[Materials provided — start]

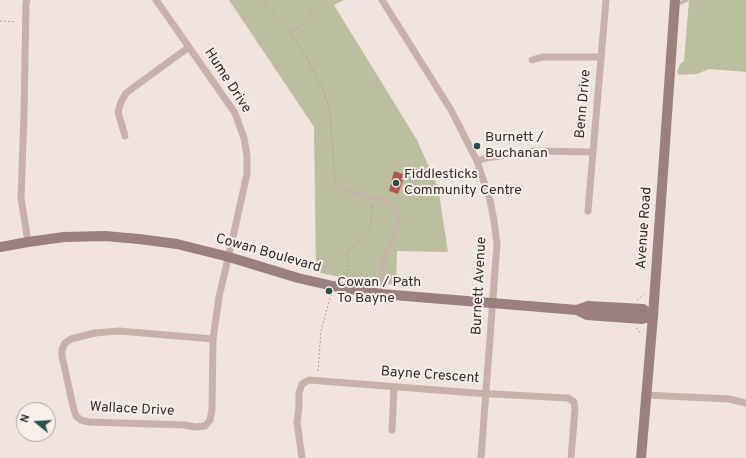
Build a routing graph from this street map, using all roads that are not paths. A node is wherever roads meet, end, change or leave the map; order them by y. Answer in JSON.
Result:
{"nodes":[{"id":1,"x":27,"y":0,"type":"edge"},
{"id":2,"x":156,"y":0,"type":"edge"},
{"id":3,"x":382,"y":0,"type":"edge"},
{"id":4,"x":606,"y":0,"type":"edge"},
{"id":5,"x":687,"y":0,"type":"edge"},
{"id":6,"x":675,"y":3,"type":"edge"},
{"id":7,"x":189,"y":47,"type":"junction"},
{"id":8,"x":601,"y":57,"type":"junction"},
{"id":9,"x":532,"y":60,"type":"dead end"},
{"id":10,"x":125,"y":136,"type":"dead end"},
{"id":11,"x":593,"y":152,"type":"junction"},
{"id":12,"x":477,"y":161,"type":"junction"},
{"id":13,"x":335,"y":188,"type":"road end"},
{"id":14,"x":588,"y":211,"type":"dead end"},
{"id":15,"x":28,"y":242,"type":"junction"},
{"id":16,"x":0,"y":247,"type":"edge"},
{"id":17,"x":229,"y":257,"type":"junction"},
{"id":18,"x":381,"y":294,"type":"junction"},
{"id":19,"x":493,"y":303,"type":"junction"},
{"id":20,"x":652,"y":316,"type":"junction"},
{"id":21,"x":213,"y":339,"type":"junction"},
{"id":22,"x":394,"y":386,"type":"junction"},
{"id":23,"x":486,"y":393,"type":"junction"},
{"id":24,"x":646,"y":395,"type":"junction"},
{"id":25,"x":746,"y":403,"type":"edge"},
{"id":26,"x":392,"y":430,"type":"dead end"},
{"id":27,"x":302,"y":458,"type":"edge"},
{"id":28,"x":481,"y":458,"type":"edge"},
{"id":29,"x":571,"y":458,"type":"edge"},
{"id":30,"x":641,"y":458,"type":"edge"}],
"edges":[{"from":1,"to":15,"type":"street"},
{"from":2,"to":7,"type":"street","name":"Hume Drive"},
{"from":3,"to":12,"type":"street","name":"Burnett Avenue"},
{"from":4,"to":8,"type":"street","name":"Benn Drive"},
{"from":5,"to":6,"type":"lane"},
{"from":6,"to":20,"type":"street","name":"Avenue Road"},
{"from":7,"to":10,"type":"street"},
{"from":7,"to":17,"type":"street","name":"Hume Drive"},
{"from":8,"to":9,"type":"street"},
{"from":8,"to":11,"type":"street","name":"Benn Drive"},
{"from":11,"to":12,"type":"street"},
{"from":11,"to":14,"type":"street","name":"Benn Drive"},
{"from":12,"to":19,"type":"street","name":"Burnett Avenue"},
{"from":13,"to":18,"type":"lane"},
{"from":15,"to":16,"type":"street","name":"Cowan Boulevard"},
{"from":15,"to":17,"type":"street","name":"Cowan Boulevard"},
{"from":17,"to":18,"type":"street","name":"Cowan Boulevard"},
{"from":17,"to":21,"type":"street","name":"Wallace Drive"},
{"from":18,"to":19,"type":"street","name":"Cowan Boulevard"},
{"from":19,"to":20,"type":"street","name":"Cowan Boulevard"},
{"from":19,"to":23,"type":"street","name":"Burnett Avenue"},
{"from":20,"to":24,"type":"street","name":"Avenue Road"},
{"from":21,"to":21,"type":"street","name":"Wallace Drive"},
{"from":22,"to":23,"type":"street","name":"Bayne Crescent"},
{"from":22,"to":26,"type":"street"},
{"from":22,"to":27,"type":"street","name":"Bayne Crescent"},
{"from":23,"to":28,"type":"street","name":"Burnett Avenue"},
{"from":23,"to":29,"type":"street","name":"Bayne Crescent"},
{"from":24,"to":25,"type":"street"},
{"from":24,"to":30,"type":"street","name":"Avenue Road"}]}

[Materials provided — finish]
[Materials provided — start]

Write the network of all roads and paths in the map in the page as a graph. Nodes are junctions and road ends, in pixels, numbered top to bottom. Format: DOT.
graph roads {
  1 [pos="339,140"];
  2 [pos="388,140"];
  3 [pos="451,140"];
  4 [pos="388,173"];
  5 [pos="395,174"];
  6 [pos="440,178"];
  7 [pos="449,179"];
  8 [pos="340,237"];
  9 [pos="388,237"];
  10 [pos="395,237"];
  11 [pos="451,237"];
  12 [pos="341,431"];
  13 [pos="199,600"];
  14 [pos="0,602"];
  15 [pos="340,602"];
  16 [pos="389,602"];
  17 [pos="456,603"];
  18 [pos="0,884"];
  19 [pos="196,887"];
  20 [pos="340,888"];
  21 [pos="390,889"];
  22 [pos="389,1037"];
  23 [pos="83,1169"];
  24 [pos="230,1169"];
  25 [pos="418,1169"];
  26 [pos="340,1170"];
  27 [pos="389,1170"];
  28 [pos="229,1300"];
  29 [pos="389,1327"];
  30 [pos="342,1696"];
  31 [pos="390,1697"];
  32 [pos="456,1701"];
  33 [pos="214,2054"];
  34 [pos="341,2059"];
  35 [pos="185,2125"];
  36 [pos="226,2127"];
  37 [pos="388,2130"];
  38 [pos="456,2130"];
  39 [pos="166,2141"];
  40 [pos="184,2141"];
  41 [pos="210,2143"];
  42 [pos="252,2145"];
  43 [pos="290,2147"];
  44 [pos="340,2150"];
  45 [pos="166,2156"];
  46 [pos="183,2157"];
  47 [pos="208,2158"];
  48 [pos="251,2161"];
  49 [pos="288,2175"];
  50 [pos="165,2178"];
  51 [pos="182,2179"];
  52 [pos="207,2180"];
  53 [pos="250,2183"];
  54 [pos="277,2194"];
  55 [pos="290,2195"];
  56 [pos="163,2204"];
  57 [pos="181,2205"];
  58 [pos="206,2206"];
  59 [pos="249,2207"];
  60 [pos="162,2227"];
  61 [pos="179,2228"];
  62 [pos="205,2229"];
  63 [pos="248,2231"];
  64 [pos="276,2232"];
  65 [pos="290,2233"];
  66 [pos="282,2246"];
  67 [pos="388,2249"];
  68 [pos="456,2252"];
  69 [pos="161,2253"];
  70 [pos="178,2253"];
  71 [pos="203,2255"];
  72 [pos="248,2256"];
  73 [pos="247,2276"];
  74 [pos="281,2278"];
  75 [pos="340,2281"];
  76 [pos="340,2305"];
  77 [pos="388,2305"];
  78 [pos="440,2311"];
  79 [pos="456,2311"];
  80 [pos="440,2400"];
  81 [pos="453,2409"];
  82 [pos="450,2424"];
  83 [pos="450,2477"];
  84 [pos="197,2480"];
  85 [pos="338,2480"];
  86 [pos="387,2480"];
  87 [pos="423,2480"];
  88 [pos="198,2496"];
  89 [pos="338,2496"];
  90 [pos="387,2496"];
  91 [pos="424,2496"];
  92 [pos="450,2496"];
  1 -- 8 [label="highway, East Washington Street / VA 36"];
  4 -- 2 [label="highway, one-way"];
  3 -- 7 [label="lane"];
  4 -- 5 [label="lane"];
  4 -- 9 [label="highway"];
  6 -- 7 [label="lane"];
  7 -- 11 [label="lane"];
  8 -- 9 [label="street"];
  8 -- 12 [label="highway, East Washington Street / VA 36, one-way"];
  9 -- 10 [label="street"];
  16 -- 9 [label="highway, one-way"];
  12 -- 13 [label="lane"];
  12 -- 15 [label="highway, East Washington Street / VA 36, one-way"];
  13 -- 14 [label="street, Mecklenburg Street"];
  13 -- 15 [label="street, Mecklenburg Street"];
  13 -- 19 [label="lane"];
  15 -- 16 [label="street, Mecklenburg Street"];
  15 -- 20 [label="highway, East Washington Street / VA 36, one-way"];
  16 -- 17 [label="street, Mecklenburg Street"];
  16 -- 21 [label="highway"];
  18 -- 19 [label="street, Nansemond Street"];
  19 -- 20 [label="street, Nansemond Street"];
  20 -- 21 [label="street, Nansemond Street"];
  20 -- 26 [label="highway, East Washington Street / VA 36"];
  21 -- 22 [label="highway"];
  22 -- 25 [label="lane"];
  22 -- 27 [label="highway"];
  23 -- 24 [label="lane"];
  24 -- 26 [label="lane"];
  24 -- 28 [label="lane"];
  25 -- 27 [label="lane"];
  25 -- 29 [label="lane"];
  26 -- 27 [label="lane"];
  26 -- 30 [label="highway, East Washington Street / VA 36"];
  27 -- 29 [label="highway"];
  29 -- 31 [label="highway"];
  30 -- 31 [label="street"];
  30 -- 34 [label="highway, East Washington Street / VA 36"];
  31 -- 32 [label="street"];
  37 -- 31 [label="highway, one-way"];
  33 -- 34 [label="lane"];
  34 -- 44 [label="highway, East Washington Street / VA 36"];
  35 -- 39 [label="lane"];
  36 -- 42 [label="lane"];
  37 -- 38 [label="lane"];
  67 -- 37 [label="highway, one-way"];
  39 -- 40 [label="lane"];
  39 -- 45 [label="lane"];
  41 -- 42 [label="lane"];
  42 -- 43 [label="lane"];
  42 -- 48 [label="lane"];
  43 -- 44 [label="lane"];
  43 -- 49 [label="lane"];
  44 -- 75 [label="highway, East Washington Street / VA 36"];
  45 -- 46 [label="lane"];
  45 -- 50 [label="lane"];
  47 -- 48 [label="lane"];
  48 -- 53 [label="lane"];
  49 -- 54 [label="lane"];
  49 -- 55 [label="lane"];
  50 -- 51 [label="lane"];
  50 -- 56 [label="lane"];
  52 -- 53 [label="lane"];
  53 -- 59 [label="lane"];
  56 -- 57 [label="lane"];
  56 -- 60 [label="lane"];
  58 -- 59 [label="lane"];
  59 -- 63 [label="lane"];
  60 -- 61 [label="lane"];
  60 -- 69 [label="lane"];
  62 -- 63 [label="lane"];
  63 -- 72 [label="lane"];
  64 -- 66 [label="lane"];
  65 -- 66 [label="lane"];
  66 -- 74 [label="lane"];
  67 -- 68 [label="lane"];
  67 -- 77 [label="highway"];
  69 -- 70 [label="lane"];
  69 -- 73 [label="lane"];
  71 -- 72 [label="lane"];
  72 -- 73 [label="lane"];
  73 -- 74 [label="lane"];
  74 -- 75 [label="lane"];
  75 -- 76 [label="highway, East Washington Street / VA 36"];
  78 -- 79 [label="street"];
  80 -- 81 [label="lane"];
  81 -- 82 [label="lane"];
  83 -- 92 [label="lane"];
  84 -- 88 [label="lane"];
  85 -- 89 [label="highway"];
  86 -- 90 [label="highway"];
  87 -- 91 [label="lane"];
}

[Materials provided — finish]

- _Instructions for the task_: Check each line above for the word "Benn". Then state how many lines contain it, and nothing more.

- _Exercise response_: 3